Il essaya encore de se défendre, mais elle lui ferma la bouche par une semonce si violente qu’il dut se taire.
Puis elle reprit:
—Nous dînons à six heures, tu es libre jusqu’au dîner. Je ne puis te tenir compagnie parce que j’ai pas mal de choses à faire.
Resté seul, il hésita entre dormir ou se promener. Il regardait tour à tour la porte conduisant à sa chambre et celle conduisant à la rue.

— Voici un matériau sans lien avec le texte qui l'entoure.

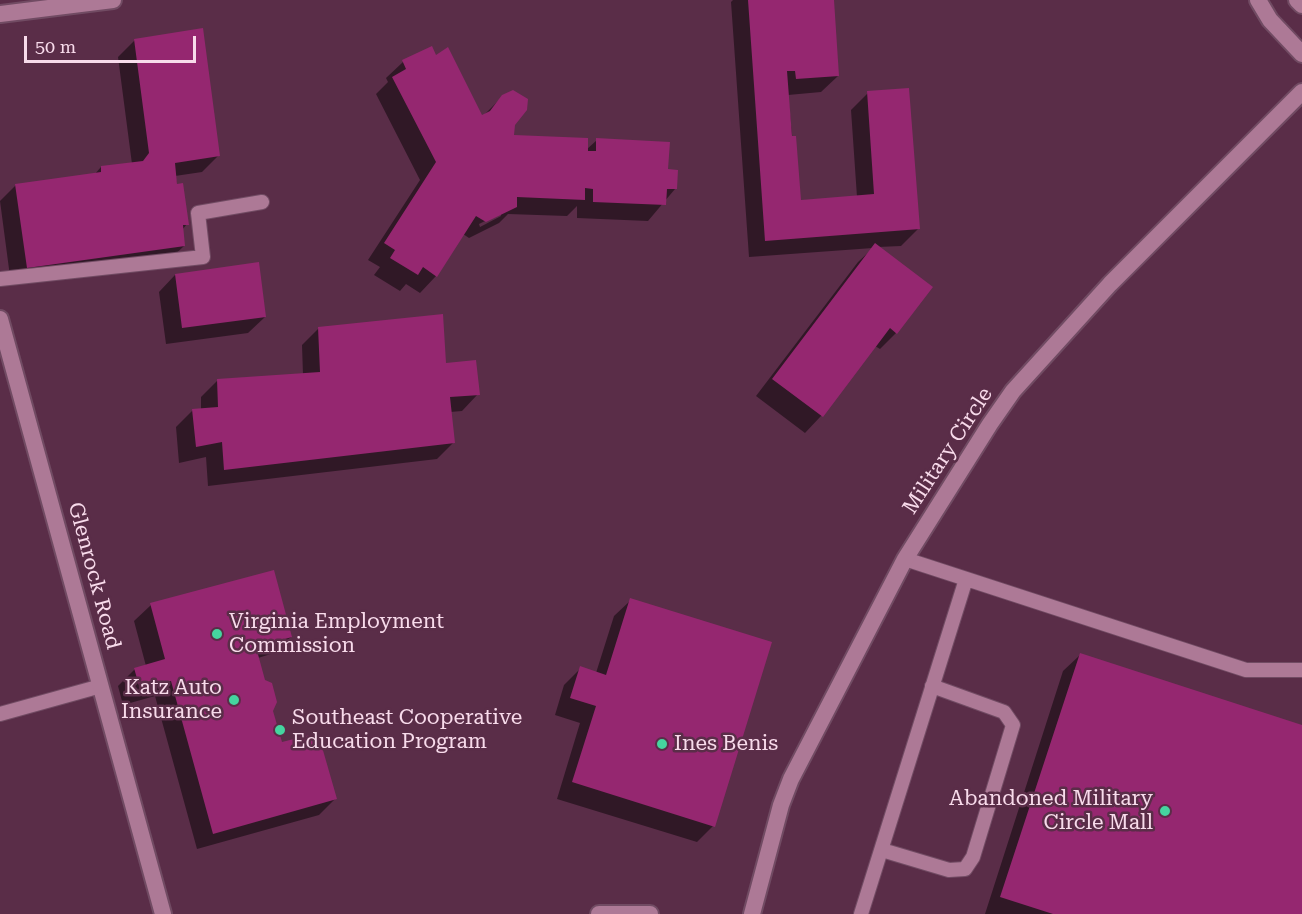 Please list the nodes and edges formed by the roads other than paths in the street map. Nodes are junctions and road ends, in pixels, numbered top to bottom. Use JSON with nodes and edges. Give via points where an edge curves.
{"nodes":[{"id":1,"x":113,"y":0,"type":"edge"},
{"id":2,"x":1258,"y":0,"type":"edge"},
{"id":3,"x":1297,"y":0,"type":"edge"},
{"id":4,"x":1302,"y":5,"type":"edge"},
{"id":5,"x":0,"y":14,"type":"edge"},
{"id":6,"x":1302,"y":54,"type":"edge"},
{"id":7,"x":1302,"y":92,"type":"edge"},
{"id":8,"x":262,"y":202,"type":"dead end"},
{"id":9,"x":0,"y":279,"type":"edge"},
{"id":10,"x":0,"y":319,"type":"edge"},
{"id":11,"x":5,"y":353,"type":"edge"},
{"id":12,"x":905,"y":559,"type":"junction"},
{"id":13,"x":966,"y":579,"type":"junction"},
{"id":14,"x":1302,"y":670,"type":"edge"},
{"id":15,"x":100,"y":686,"type":"junction"},
{"id":16,"x":933,"y":686,"type":"junction"},
{"id":17,"x":0,"y":714,"type":"edge"},
{"id":18,"x":882,"y":850,"type":"junction"},
{"id":19,"x":163,"y":914,"type":"edge"},
{"id":20,"x":599,"y":914,"type":"edge"},
{"id":21,"x":650,"y":914,"type":"edge"},
{"id":22,"x":752,"y":914,"type":"edge"},
{"id":23,"x":861,"y":914,"type":"edge"}],
"edges":[{"from":1,"to":5,"type":"street"},
{"from":2,"to":6,"type":"street","via":[[1270,20]]},
{"from":3,"to":4,"type":"street"},
{"from":7,"to":12,"type":"street","name":"Military Circle","via":[[1110,284],[1013,391]]},
{"from":8,"to":9,"type":"lane","via":[[198,213],[203,257]]},
{"from":10,"to":11,"type":"street","name":"Glenrock Road"},
{"from":11,"to":15,"type":"street","name":"Glenrock Road"},
{"from":12,"to":13,"type":"lane"},
{"from":12,"to":22,"type":"street","name":"Military Circle","via":[[791,779]]},
{"from":13,"to":14,"type":"lane","via":[[1246,670]]},
{"from":13,"to":16,"type":"lane"},
{"from":15,"to":17,"type":"lane"},
{"from":15,"to":19,"type":"street","name":"Glenrock Road"},
{"from":16,"to":18,"type":"lane"},
{"from":16,"to":18,"type":"lane","via":[[1004,712],[1013,725],[973,857],[965,869],[949,870]]},
{"from":18,"to":23,"type":"lane"},
{"from":20,"to":21,"type":"street"}]} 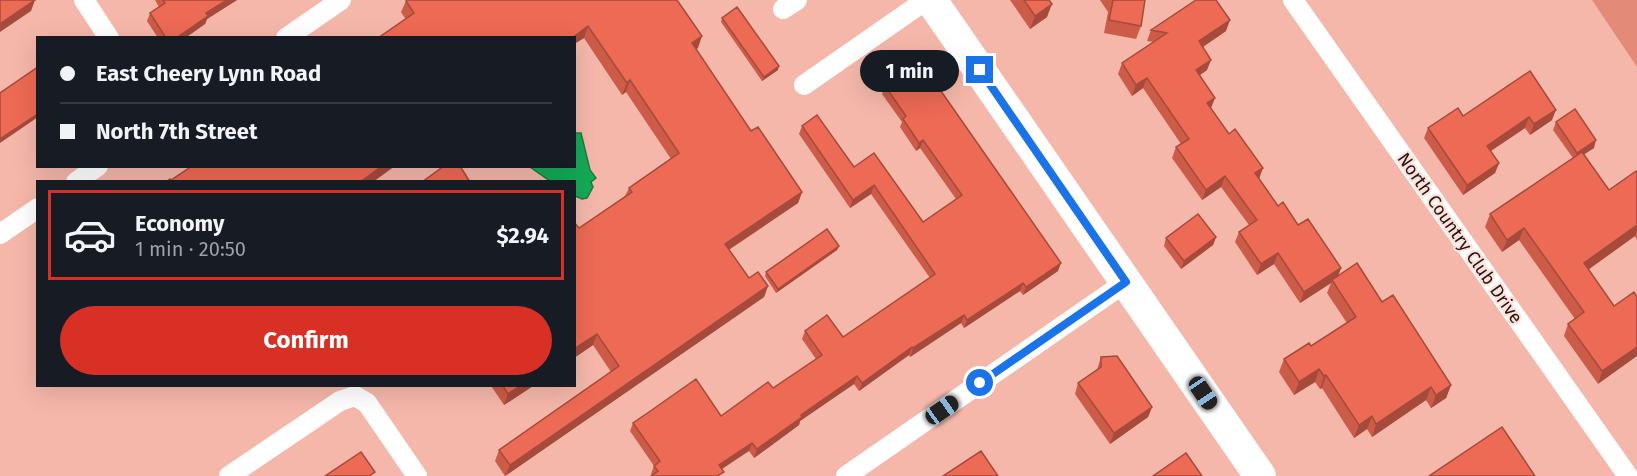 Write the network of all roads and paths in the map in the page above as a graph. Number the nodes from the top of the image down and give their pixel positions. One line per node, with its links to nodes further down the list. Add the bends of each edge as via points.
1 (84, 0): 6 (street)
2 (341, 0): 7 (street)
3 (926, 0): 8 (street)
4 (931, 0): 13 (main road)
5 (1293, 0): 18 (street, North Country Club Drive)
6 (108, 36)
7 (289, 36)
8 (804, 85)
9 (95, 168): 10 (street)
10 (79, 180)
11 (36, 209): 12 (street)
12 (0, 234)
13 (1126, 282): 16 (street); 17 (main road)
14 (229, 476): 15 (street, via 340,401 355,396 367,403)
15 (417, 476)
16 (846, 476)
17 (1260, 476)
18 (1628, 476) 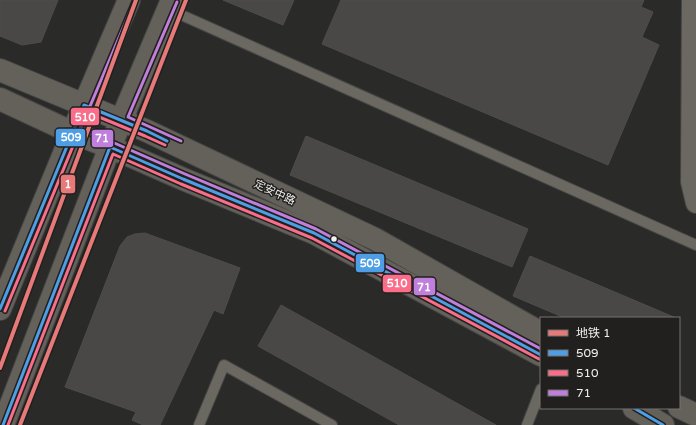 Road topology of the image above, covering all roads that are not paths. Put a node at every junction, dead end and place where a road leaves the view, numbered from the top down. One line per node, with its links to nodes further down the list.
1 (129, 0): 6 (main road)
2 (692, 0): 10 (street)
3 (170, 4): 7 (main road); 11 (lane)
4 (0, 70): 6 (main road, 定安中路)
5 (0, 99): 8 (main road, 定安中路)
6 (84, 105): 7 (main road, 定安中路); 8 (main road)
7 (121, 120): 9 (main road); 13 (main road, 定安中路)
8 (73, 133): 9 (main road, 定安中路); 12 (main road)
9 (110, 147): 14 (main road, 定安中路); 19 (main road)
10 (696, 203)
11 (696, 245)
12 (0, 309)
13 (540, 332)
14 (540, 354)
15 (540, 392): 22 (lane)
16 (680, 407): 18 (main road)
17 (636, 409): 23 (main road)
18 (696, 415)
19 (3, 425)
20 (199, 425): 21 (lane)
21 (332, 425)
22 (527, 425)
23 (664, 425) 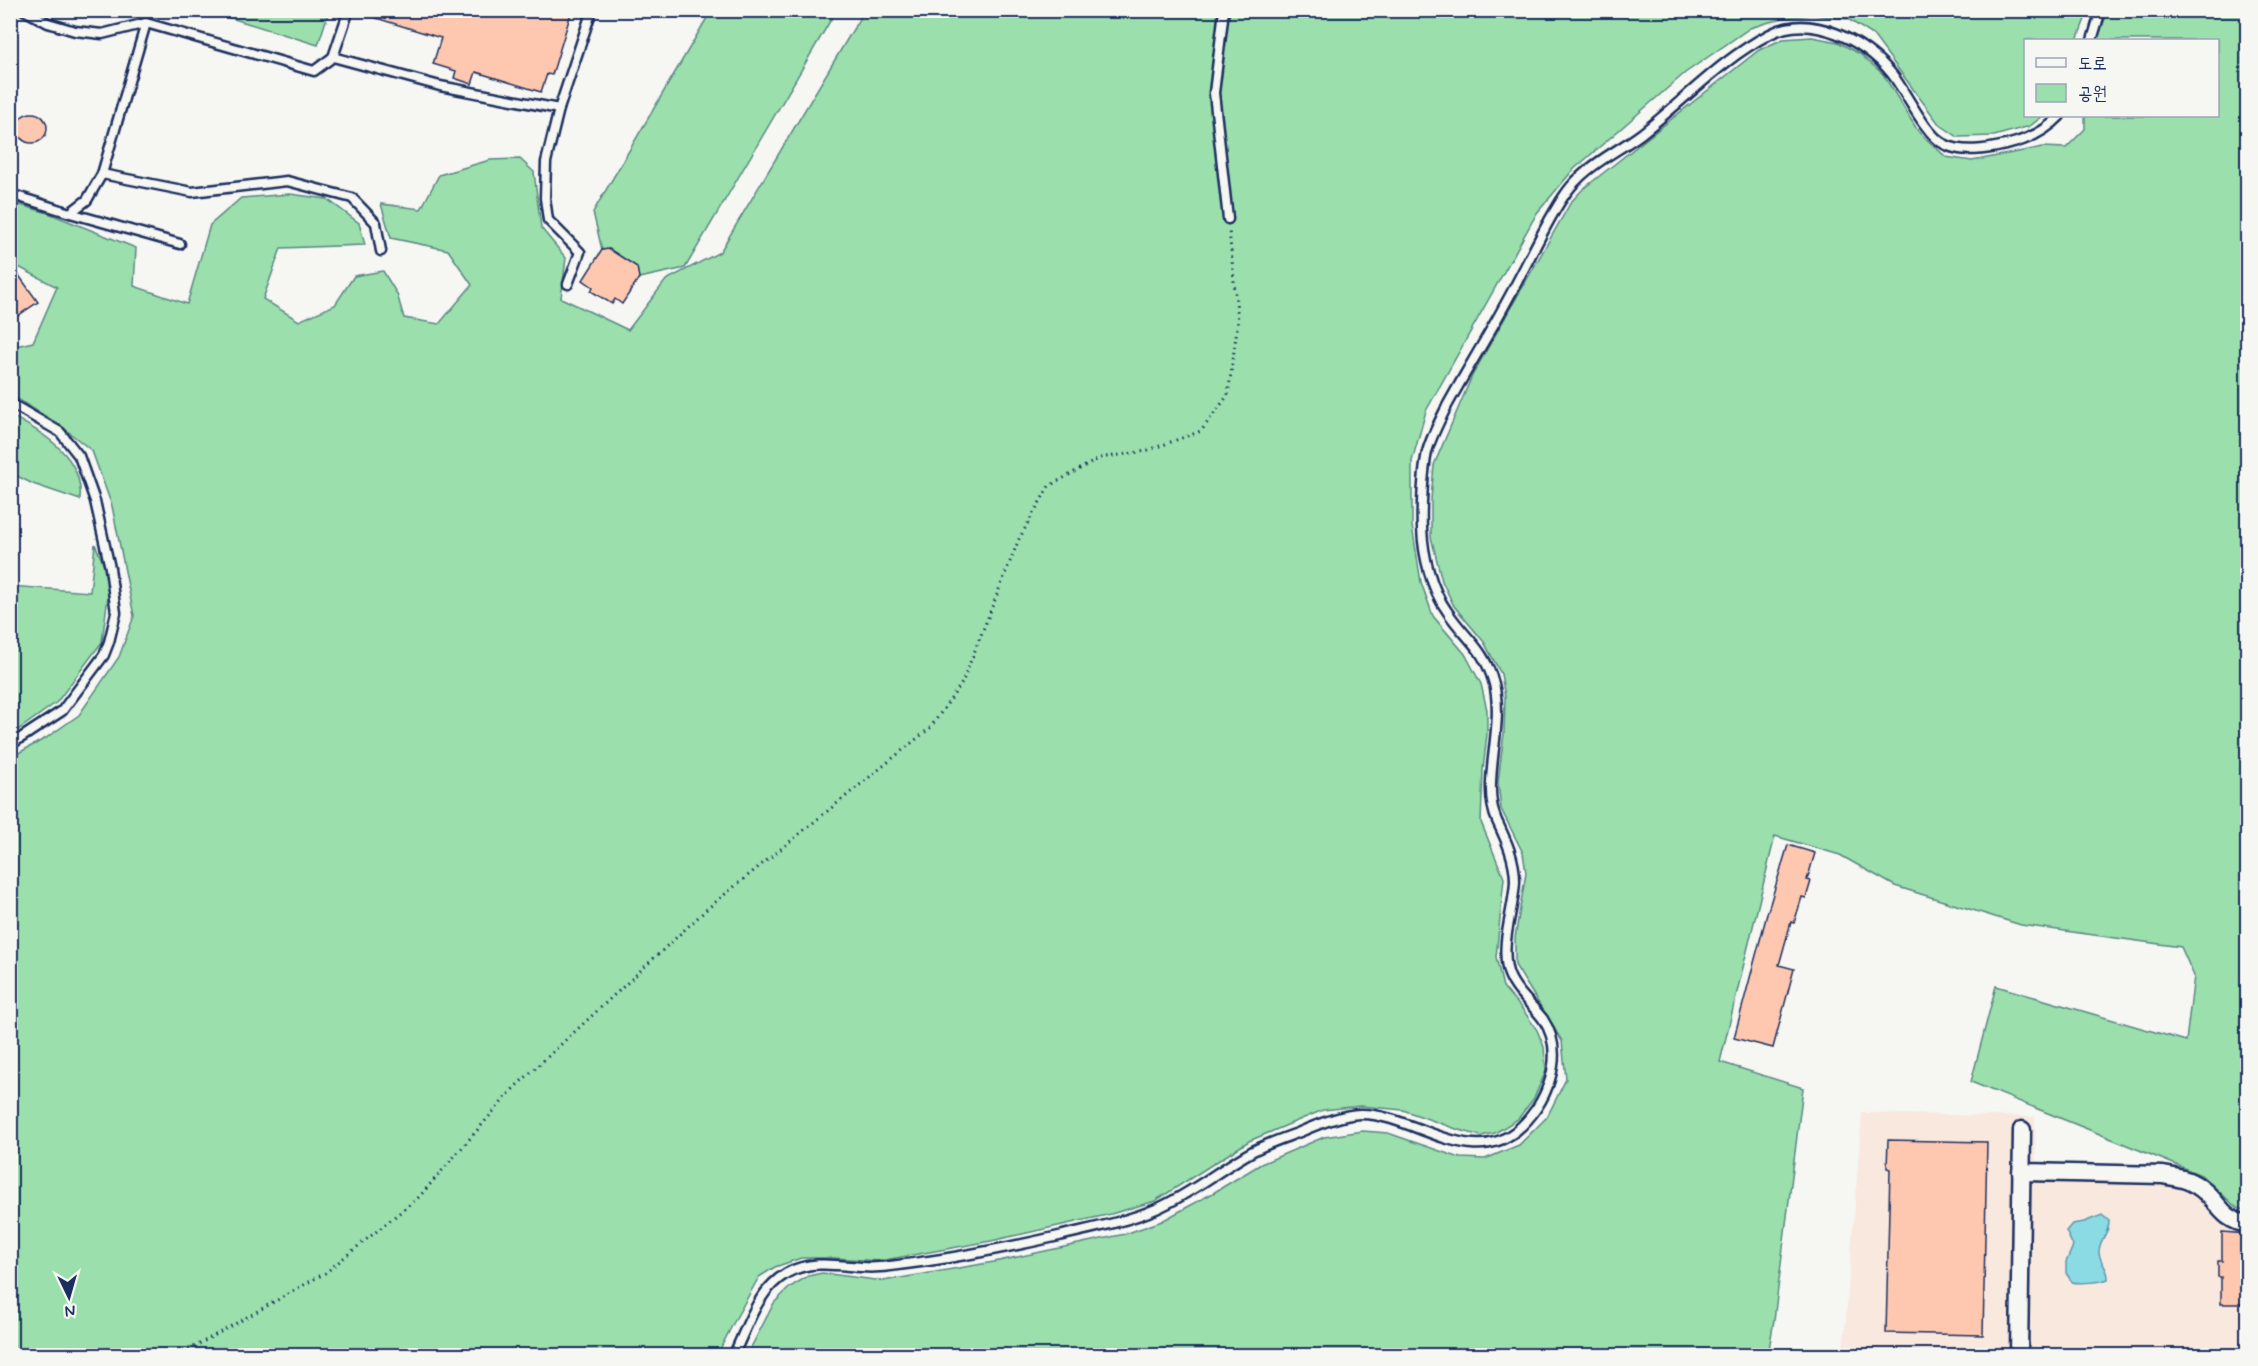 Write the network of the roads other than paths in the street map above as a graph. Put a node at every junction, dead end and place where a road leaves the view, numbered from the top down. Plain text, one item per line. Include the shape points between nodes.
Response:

Il se décida pour la rue.
Donc il sortit et se mit à rôder, d’un pas lent, le sabre sur les mollets, par la triste ville bretonne, si endormie, si calme, si morte au bord de sa mer intérieure, qu’on appelle «le Morbihan». Il regardait les petites maisons grises, les rares passants, les boutiques vides, et il murmurait: «Pas gai, pas folichon, Vannes. Triste idée de venir ici!»
Il gagna le port, si morne, revint par un boulevard solitaire et désolé, et rentra avant cinq heures. Alors il se jeta sur son lit pour sommeiller jusqu’au dîner.
La bonne le réveilla en frappant à sa porte.